L’amante Katharina Schratt,
la «cara buona amica», che ad Hietzing dirigeva un
convalescenziario per ufficiali feriti, non gli nascose che a
Vienna si faceva la fame. Il 21 ottobre, mentre come tutti i giorni
pranzava all’Hotel Meißl & Schadn nel centro di
Vienna, il primo ministro von Stürgkh venne assassinato da
Friedrich Adler al grido: «Vogliamo la pace!
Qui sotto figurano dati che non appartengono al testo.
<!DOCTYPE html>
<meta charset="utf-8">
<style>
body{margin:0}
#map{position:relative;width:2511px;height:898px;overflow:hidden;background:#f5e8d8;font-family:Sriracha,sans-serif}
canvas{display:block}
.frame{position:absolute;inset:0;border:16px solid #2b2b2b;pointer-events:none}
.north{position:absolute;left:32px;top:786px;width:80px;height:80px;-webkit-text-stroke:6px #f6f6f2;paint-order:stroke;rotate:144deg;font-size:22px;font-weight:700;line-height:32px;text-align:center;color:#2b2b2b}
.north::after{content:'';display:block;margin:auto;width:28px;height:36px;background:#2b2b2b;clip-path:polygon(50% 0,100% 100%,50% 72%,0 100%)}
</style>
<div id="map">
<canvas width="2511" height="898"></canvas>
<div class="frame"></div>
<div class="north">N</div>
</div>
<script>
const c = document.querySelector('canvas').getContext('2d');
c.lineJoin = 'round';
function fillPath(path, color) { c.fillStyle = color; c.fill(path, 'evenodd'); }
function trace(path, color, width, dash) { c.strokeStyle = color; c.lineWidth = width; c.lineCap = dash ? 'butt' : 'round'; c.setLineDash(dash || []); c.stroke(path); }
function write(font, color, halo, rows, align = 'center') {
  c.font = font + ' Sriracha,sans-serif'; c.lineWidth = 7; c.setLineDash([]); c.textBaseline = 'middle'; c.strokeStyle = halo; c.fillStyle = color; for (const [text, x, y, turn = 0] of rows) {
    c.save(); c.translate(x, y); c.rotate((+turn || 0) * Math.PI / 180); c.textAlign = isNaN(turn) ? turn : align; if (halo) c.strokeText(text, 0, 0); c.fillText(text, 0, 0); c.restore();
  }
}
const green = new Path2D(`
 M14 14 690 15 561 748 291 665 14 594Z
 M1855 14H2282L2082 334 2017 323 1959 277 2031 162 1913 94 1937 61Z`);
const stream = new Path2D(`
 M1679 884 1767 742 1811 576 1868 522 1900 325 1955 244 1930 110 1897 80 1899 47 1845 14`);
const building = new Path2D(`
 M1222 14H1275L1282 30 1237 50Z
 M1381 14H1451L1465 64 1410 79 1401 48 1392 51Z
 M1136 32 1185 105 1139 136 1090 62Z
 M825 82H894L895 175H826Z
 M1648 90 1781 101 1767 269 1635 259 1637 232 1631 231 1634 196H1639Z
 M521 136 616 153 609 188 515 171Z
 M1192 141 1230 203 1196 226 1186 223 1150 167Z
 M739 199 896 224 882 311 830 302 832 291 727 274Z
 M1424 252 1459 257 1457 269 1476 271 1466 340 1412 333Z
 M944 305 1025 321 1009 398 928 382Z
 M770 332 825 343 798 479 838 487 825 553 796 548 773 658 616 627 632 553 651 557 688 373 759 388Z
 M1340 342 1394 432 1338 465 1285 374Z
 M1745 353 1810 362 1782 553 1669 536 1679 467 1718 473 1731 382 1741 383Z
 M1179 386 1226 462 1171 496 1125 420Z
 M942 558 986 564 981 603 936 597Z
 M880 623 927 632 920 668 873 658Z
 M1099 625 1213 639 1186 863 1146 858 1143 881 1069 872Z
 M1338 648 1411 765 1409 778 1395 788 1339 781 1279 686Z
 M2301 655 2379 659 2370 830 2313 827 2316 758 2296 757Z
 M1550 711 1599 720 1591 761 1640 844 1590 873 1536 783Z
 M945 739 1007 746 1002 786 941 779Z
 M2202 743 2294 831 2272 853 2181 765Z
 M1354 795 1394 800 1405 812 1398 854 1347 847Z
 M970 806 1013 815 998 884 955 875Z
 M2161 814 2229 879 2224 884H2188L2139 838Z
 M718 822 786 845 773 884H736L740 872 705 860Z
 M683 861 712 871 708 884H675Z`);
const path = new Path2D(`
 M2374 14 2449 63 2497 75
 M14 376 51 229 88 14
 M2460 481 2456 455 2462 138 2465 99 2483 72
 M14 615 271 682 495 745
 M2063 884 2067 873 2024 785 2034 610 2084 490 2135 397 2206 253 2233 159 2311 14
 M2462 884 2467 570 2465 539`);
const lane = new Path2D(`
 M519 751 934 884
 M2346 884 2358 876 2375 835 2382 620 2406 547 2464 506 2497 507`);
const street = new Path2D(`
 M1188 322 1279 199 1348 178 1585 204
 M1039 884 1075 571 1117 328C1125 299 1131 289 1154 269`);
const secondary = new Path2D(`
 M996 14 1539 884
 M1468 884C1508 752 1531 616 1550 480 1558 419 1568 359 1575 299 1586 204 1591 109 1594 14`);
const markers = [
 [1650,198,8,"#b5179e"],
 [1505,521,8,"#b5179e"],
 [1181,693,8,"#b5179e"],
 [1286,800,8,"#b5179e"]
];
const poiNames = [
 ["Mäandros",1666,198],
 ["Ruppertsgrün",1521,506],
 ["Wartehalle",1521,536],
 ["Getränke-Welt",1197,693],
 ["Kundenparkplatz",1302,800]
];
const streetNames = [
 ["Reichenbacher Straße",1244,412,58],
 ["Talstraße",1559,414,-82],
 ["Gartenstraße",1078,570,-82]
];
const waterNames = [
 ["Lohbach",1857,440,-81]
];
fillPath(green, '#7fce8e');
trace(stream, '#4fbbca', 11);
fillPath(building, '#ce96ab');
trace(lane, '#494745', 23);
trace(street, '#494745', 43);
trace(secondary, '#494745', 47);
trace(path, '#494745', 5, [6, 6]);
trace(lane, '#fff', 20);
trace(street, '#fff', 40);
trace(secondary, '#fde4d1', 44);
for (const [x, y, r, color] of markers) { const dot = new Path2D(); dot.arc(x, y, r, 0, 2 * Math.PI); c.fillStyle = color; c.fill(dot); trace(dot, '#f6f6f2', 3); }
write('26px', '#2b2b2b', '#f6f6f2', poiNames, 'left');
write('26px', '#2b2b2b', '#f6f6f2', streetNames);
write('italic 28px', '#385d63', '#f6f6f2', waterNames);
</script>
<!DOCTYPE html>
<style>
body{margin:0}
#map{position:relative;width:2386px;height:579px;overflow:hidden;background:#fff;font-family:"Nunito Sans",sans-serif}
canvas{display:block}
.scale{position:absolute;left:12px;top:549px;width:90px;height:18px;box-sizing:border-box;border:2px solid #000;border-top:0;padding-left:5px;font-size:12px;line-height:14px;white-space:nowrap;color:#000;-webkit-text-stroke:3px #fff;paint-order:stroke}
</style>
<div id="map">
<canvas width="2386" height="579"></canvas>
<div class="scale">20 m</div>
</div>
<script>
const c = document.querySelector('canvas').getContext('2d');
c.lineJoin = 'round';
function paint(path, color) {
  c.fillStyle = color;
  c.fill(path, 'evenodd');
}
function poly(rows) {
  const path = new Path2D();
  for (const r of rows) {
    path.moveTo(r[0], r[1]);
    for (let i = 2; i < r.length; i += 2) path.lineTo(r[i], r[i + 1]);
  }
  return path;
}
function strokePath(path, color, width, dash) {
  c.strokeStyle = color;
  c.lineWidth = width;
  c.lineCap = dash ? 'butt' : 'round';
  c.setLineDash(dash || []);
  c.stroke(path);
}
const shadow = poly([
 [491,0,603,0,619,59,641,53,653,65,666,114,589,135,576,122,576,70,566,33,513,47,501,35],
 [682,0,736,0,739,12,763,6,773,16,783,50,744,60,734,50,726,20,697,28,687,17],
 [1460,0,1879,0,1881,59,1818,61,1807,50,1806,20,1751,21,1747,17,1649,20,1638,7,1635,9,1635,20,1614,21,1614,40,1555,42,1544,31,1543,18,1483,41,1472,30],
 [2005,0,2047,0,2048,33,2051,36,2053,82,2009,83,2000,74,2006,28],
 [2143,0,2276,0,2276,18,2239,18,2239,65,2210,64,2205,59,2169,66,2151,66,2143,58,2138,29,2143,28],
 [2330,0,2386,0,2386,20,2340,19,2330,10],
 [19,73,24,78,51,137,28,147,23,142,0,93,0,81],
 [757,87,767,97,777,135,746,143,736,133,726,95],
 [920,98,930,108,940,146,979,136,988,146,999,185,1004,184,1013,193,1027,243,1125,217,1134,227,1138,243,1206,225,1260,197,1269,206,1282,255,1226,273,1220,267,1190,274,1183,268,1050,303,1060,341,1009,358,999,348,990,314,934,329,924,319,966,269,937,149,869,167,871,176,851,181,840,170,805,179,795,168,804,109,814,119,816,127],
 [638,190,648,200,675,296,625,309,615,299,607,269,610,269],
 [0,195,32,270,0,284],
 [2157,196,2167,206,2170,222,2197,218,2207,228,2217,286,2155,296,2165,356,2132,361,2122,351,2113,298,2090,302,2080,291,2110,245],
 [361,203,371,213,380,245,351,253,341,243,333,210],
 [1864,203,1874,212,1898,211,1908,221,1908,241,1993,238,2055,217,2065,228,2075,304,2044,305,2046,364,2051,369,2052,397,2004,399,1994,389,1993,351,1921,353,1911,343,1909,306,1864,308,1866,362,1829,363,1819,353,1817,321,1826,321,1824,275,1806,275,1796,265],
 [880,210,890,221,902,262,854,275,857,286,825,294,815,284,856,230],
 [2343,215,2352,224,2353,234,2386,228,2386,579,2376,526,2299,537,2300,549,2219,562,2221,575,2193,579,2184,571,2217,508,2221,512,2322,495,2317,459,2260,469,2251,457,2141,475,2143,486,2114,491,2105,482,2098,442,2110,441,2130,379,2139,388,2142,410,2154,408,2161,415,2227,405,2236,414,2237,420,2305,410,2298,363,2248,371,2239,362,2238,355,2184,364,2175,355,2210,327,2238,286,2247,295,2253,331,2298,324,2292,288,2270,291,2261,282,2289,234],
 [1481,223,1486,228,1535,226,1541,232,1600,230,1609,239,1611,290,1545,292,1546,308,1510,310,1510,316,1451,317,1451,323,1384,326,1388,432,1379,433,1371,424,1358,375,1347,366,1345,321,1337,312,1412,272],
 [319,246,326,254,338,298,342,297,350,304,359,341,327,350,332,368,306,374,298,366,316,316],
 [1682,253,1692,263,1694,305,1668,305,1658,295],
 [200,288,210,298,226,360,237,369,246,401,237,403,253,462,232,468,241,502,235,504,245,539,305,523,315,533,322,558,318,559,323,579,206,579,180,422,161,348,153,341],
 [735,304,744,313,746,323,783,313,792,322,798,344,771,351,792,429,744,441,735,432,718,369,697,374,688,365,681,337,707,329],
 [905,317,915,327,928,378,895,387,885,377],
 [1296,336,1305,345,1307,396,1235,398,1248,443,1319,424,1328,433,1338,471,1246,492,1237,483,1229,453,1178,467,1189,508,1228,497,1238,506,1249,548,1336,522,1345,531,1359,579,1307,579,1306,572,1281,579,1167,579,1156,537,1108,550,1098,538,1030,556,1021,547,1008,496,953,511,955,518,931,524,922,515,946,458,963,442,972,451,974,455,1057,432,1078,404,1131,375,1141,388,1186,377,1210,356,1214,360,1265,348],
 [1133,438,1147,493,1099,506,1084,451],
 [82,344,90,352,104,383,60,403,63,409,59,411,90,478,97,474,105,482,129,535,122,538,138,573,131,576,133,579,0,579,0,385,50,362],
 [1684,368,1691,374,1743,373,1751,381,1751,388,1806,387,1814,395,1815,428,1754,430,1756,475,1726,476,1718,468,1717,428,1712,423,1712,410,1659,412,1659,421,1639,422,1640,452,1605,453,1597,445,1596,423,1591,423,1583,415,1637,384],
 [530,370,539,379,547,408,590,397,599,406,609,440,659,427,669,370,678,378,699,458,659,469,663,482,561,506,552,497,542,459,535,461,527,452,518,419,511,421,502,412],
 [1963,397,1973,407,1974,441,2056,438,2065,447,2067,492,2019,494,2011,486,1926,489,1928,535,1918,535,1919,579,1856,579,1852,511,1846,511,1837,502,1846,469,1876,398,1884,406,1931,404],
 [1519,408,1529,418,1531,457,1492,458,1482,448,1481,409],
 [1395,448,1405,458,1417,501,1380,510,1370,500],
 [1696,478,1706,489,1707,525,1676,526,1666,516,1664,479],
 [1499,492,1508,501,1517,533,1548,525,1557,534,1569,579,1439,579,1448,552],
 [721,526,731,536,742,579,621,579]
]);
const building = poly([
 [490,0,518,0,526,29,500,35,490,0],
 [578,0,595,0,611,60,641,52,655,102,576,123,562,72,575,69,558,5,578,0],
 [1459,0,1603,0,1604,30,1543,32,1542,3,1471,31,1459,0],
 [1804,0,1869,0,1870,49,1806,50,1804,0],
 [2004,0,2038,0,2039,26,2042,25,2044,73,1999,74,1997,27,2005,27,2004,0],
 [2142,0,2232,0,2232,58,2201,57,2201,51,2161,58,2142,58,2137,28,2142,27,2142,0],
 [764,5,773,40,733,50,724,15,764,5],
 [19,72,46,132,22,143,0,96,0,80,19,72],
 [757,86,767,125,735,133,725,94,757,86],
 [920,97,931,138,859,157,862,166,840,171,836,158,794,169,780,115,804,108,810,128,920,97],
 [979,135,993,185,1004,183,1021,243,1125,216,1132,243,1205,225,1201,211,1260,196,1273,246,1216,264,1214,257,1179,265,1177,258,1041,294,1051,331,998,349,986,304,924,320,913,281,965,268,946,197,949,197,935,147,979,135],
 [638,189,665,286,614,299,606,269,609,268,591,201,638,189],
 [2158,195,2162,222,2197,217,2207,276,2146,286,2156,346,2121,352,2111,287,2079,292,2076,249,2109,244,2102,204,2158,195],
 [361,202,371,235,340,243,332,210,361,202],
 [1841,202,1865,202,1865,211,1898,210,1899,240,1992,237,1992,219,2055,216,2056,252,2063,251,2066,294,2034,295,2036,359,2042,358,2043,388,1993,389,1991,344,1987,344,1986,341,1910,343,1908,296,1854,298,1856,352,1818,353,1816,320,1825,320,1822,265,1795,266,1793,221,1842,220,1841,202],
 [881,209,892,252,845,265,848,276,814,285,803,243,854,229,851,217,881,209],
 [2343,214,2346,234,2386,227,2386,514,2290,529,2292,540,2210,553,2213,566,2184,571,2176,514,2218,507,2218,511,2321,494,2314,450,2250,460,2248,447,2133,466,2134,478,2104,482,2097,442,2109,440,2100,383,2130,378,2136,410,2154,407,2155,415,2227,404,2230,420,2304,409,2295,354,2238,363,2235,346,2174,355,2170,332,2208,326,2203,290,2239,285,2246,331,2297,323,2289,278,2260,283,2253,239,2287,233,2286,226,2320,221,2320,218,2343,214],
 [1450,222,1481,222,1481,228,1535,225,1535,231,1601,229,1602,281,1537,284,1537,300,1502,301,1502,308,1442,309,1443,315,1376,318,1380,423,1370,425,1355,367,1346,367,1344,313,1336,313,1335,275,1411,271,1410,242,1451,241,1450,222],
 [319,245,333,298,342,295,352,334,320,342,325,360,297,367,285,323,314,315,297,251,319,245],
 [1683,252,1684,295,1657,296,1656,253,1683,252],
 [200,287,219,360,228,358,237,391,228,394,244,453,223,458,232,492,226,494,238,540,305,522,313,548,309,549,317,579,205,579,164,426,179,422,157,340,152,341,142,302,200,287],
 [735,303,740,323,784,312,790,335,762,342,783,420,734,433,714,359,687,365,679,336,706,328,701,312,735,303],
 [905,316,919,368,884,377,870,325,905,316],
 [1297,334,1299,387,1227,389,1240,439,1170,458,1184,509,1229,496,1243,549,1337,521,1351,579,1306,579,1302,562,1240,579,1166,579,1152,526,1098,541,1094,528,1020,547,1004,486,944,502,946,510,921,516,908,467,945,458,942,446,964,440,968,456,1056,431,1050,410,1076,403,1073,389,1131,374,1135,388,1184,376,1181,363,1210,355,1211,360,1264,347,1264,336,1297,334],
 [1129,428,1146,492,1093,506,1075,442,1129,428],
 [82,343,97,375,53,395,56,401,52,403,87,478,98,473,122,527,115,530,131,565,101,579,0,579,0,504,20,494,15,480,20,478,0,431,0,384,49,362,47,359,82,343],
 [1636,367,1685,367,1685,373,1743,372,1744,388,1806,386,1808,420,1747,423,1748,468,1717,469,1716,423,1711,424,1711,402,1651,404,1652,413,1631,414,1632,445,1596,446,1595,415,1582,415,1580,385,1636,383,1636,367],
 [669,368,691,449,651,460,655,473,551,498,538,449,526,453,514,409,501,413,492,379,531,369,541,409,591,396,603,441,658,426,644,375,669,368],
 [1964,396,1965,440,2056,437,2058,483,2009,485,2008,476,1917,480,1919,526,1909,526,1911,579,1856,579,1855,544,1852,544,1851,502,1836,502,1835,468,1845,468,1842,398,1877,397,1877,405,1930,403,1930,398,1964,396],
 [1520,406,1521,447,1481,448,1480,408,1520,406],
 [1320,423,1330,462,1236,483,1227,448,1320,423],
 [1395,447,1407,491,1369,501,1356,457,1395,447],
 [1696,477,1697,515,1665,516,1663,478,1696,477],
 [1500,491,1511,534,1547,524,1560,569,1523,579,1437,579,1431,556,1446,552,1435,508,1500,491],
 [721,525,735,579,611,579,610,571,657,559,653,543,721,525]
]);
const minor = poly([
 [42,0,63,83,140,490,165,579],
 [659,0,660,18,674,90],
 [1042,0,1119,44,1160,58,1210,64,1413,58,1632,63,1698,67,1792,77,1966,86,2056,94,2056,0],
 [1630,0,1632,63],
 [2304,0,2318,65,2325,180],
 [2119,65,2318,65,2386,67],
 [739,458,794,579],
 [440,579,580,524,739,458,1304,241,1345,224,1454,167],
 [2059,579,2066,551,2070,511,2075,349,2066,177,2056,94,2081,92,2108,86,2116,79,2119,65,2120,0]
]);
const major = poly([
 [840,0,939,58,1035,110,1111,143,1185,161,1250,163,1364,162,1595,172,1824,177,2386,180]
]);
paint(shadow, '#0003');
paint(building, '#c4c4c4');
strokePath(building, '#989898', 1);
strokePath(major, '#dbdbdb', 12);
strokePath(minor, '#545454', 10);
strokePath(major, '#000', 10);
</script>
Abbasso l’assolutismo!».
L’anziano imperatore rimase profondamente turbato, mentre
i suoi problemi di salute stavano impensierendo la sua ristretta
cerchia.
Il dottor Joseph von Kerzl, suo
medico (anch’egli in divisa, essendo uscito dal Josephinum,
l’accademia medico chirurgica militare di Vienna), diagnosticò
la polmonite. L’11 novembre per telegramma fu avvisato l’erede
al trono, Carlo, che si trovava in Germania per affrettarne il
rientro. L’arciduchessa Maria Valeria, la figlia ultimogenita,
decise di non muoversi da Schönbrunn. L’imperatore,
molto indebolito, preferiva restare seduto, perché disteso
la tosse lo tormentava.
Il Leikammerdiener, il cameriere
personale Eugen Ketterl, non lo abbandonava un attimo e fece così
in tempo a chiamare il cappellano. Questi riuscì a dare
l’estrema unzione a Francesco Giuseppe, che con un colpo
di tosse spirò: erano le ore 21 e 05 di martedì
21 novembre 1916.
Catafalco di Francesco Giuseppe
Giornate gelide disturbarono
i sudditi che si recavamo a Schönbrunn a rendere omaggio
alla salma del vecchio imperatore, che poi venne traslata nella
Rittersaal della Hofburg, dove però non venne esposta dato
che l’imbalsamazione era riuscita male.
Il 30 novembre una Vienna ingrigita
da un cielo plumbeo assistette al passaggio dell’imponente
carro funebre trainato da quattro cavalli Kladruby neri, ultimo
omaggio di una Boemia indirizzata ormai alla sua indipendenza.
Le campane di tutte che chiese suonavano a morto.
Nella capitale era disponibile
solo un battaglione di fanteria, che rese gli onori militari al
defunto sovrano.
Vienna, Hofburg, funerali Francesco Giuseppe
Dopo la cerimonia religiosa nella
cattedrale di Santo Stefano officiata dal cardinale arcivescovo
di Vienna Friedrich Gustav Piffl, il corteo funebre aperto dal
nuovo imperatore Carlo e dalla imperatrice Zita prese la direzione
della chiesa di Santa Maria degli Angeli che ospita la cripta
dei Cappuccini.
Il gran ciambellano, conte Alfred
von Montenuovo, bussò ben tre volte, iniziando dapprima
a presentare il defunto con tutti i suoi titoli, trovando però
l’uscio della cripta sbarrato. Poi si accontentò
di specificare che si trattava dell’imperatore, senza risultato
e con la stessa riposta di prima: «Noi non lo conosciamo».
Infine, chiedendo da far entrare «Francesco Giuseppe, un
povero peccatore che implora la misericordia di Dio», trovò
la comprensione del frate guardiano che fece spalancare il portone,
consentendo che il feretro fosse collocato nella Kaisergruft,
la cripta imperiale. Il lungo regno di Francesco Giuseppe era
proprio terminato.
I funerali di Francesco Giuseppe
Nel Palazzo reale di Gödöllo,
in Ungheria, nel 1904 egli ebbe a dire che il suo impero era «un
luogo di rifugio, un asilo per tutte le nazionalità divise,
disperse nell’Europa centrale, che se dovessero contare
sulle proprie risorse condurrebbero una misera esistenza diventando
trastulli per i loro vicini più potenti».
Il 2 dicembre 1916 nella cappella
dell’Hofburg fu recitato alla presenza del nuovo imperatore
Carlo l’ultimo Requiem in sua memoria.
Fosse stato presente, avrebbe
concluso come di consueto dopo ogni occasione formale cui partecipava:
«Es war sehr schöhn, es hat mir sehr gefreut»,
è stato molto bello, mi ha rallegrato molto.